Every little helps…
Enfant Terrible was a word used to describe people like Damien Hirst and Tracey Emin during their rise into the public consciousness. For centuries there have been people in the arts ‘making waves’ or shocking the establishment, and these type of tag-names help reinforce the effect. There is, though a lot of distance between someone like Damien Hirst and the tortuous life of Dostoyevsky. Maybe that is because we live in more ‘stable’ times – the threat of the establishment smothering the life out of anything that purports to go against the grain is less likely now – isn’t it.
Isn’t it? or is it? as Robert McCrum aptly put the other day there is a deal of difference between being ‘disloyal’ and ‘complicity’. Shazia Mirza was also banging on about the amount of petty hate that’s flying around these days – like the venom spouted toward Jedward, Tiger Woods, Jordan and various people who have very little real effect on our lives, and certainly not worthy of the vitriol given to that of Hitler, say, or Pol Pot. It seems that for most of us the minutiae of detail we seem to absorb on a daily basis deserves the same amount of hurrumphed response of a Victor Meldrew clone in full swing.
And the arts are no less affected; the last time I recall the arts having a really momentous avant-garde moment (apart from Mr Rushdie’s singular attempt and as opposed to active ’disloyal’ people protests like that for the Poll Tax/Criminal Justice Bill etc). At the last count saying something ‘incompliant’ was in the days of punk – and even that was really about making your own crap music in your bedroom – but you know – in general up till then apart from blues, or rock and roll type stuff, for main stream popular music the affordability and ‘knowhow’ was the reserve of a few.
When I heard of Sam Taylor Woods new film ‘Nowhere Boy’ (I couldn’t miss it really being in lieu of its release) I winced thinking about the press responses to ‘an artist doing a film’ and not just that ‘an artist doing a film about a treasured icon’.
The usual knee jerk reaction to most artists encroaching on different territory is ‘go back to what you do best’ etc etc., ‘jack of all trades master of none’. True, there is something very relevant about being a master at what you do best.
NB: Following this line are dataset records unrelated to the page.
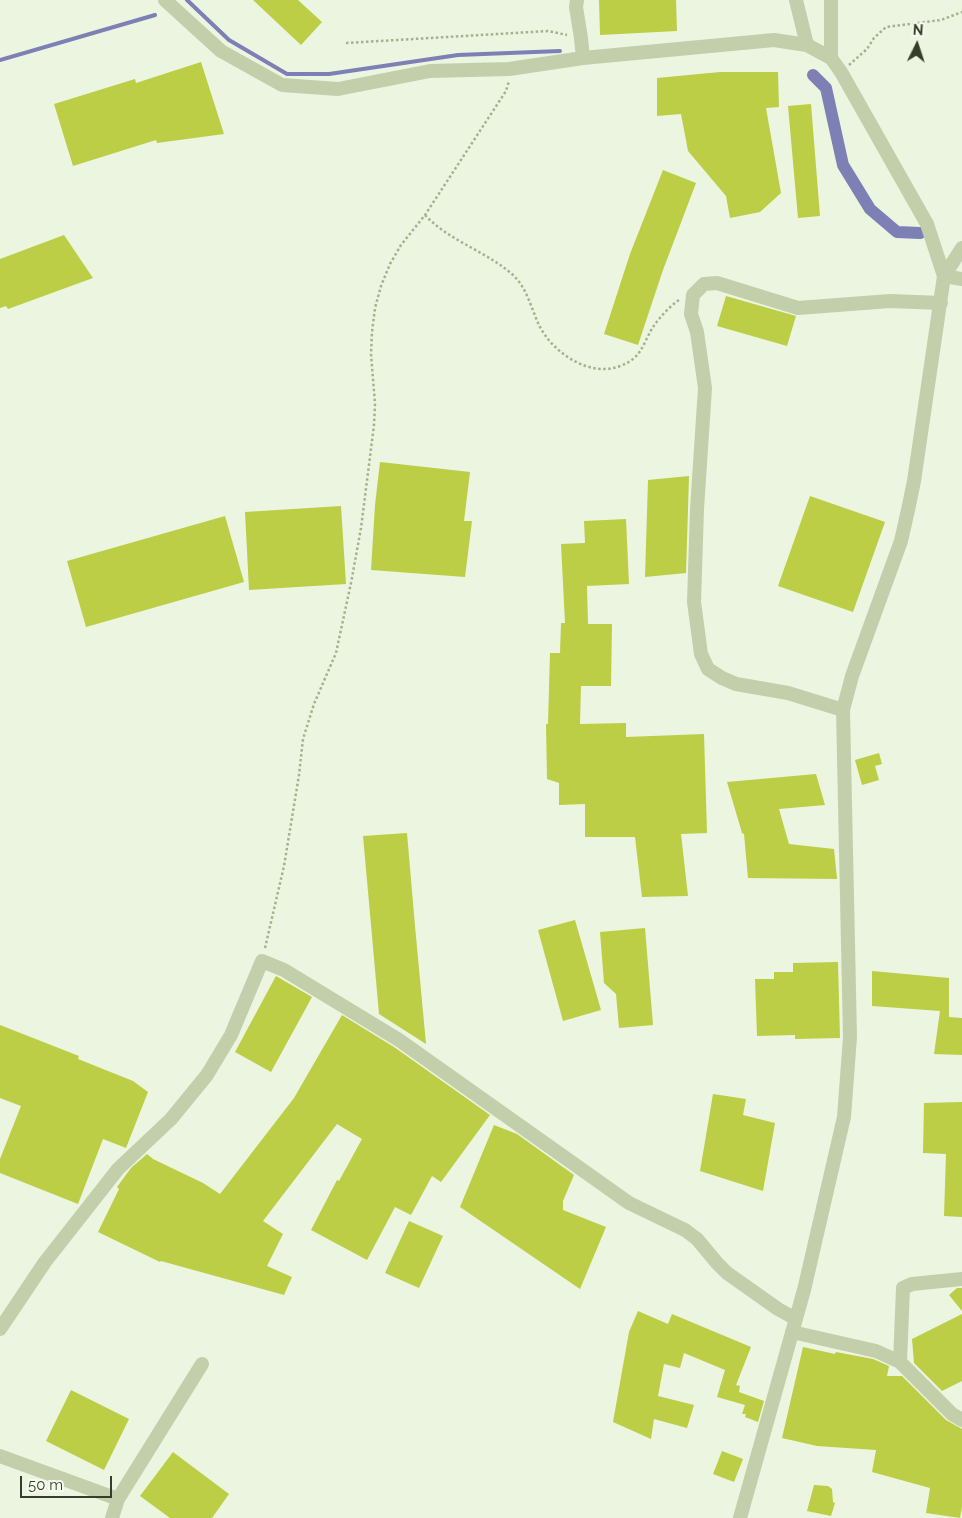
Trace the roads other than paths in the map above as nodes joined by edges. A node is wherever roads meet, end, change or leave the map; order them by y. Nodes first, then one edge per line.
1 (165, 0) edge
2 (577, 0) edge
3 (796, 0) edge
4 (831, 0) edge
5 (807, 45) junction
6 (583, 58) junction
7 (830, 58) junction
8 (962, 248) edge
9 (944, 276) junction
10 (962, 279) edge
11 (941, 303) junction
12 (843, 710) junction
13 (962, 1279) edge
14 (794, 1325) junction
15 (0, 1329) edge
16 (900, 1362) junction
17 (202, 1364) dead end
18 (962, 1420) edge
19 (0, 1456) edge
20 (118, 1499) junction
21 (112, 1518) edge
22 (740, 1518) edge

1 - 6 street
2 - 6 street
3 - 5 street
4 - 7 street
5 - 6 street
5 - 7 street
7 - 9 street
8 - 9 street
9 - 10 street
9 - 11 street
11 - 12 street
11 - 12 street
12 - 14 street
13 - 16 street
14 - 15 street
14 - 16 street
14 - 22 street
16 - 18 street
17 - 20 street
19 - 20 street
20 - 21 street

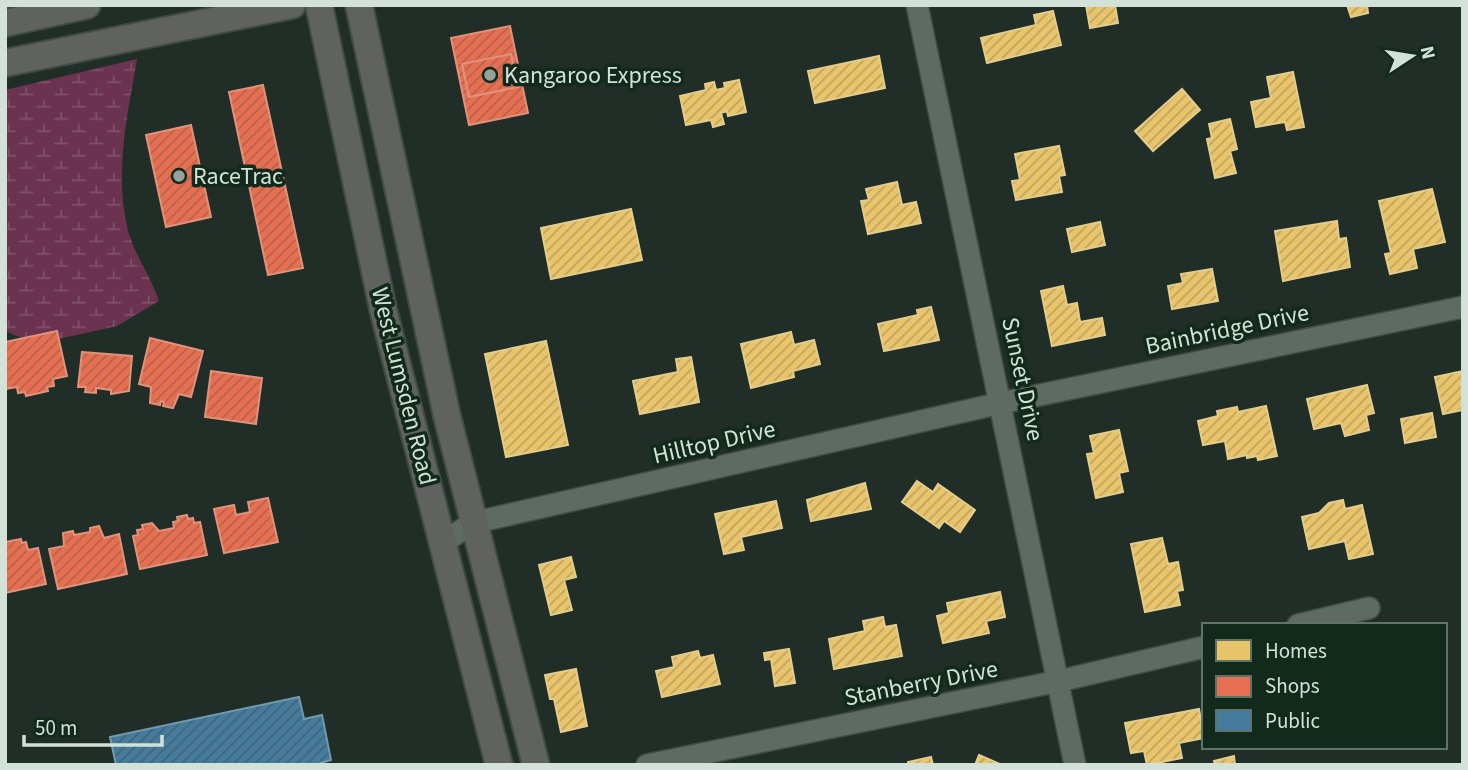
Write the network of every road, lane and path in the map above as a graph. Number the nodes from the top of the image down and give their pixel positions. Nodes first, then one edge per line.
1 (87, 5) edge
2 (292, 5) edge
3 (319, 5) edge
4 (359, 5) edge
5 (917, 5) edge
6 (5, 23) edge
7 (5, 63) edge
8 (1463, 307) edge
9 (1001, 403) junction
10 (472, 523) junction
11 (444, 542) junction
12 (1369, 608) dead end
13 (1306, 623) edge
14 (1202, 647) edge
15 (1059, 681) junction
16 (499, 765) edge
17 (536, 765) edge
18 (647, 765) edge
19 (1075, 765) edge

1 - 6 main road
2 - 7 main road
3 - 11 main road, West Lumsden Road
4 - 10 main road, West Lumsden Road
5 - 9 street, Sunset Drive
8 - 9 street, Bainbridge Drive
9 - 10 street, Hilltop Drive
9 - 15 street, Sunset Drive
10 - 11 street, Hilltop Drive
10 - 17 main road, West Lumsden Road
11 - 16 main road, West Lumsden Road
12 - 13 street
14 - 15 street, Stanberry Drive
15 - 18 street, Stanberry Drive
15 - 19 street, Sunset Drive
But Sam Taylor-Wood is a visual artist, she has done many short films, photographic pieces, and emotional visual forays into unchartered territory – not necessarily in a shocking way either. No the wince factor for me came when I saw she had done what looked like an emotionally heavy look at the early life of John Lennon – and why not, indeed she got the backing of Yoko Ono to use the song ‘Mother’ after she had seen a special screening of the film. But the iconic nature of John Lennon and how he touched many in some way by his life if not his death, I’d hazard a guess that if you didn’t like his music or even the public persona and were over 9 you would at least respect the talent and genius.
So it didn’t surprise me when sifting through some of the early comments about this film that aside from the usual arty spats between critics, there was an element within the press who were somewhat disgruntled that she had chosen to show him as anything other than a perfect example of how a budding rock/pop star should behave. Sacrilege sprung to mind as I read one review, well all I could think of was the response to Steve MQueen’s foray into feature film a couple of years ago (he too a visual artist) with ‘Hunger’ about IRA hunger striker Bobby Sands. A barrel of laughs it was never going to be and indeed Nowhere Boy does not have to have the precursor to be the ‘happy go lucky art school cheeky boy made good’ subsequently being shot down, thus delivering us with a ‘righteous tear fest’. Life isn’t like that but for some reason going against the grain by ‘telling it like it is’ albeit an interpretation, is nothing short of defamation – of what though? the rose tinted idea? – Robert McCrum talked of artists today being fearful of risk – vulnerable to propaganda and being prisoners of conventional wisdom. This is a sobering and true sentiment – as is Tom Paine’s ‘we must guard even our enemies against injustice’.
So if I hear the baying crowd rallying around some petty injustice of idyll whether it is a Middle England preserve or whatever – Sam’s film will remind me that ‘disloyalty’ and risk are part of the wider issue of Not being compliant – so that, without wanting to sound too dramatic, the Dostoevsky’s of the future do not have to suffer the same fate again.
As Neil Young sang in the 70’s, Rust Never Sleeps; so however ridiculous and irrelevant the concept of going against the grain may seem today, falling into step with the crowd is still a one-way ticket, not least for creative originality (and god knows how difficult it is to create something absolutely and completely original).
Graham Greene passionately believed in playing devil’s advocate and ’being a piece of grit in the state machinery’. With popular culture now as state of the art if not art masquerading as entertainment, however small the ‘disloyal’ gesture made it will go some way to ensure the imploding nature of complicity doesn’t take hold – every little helps.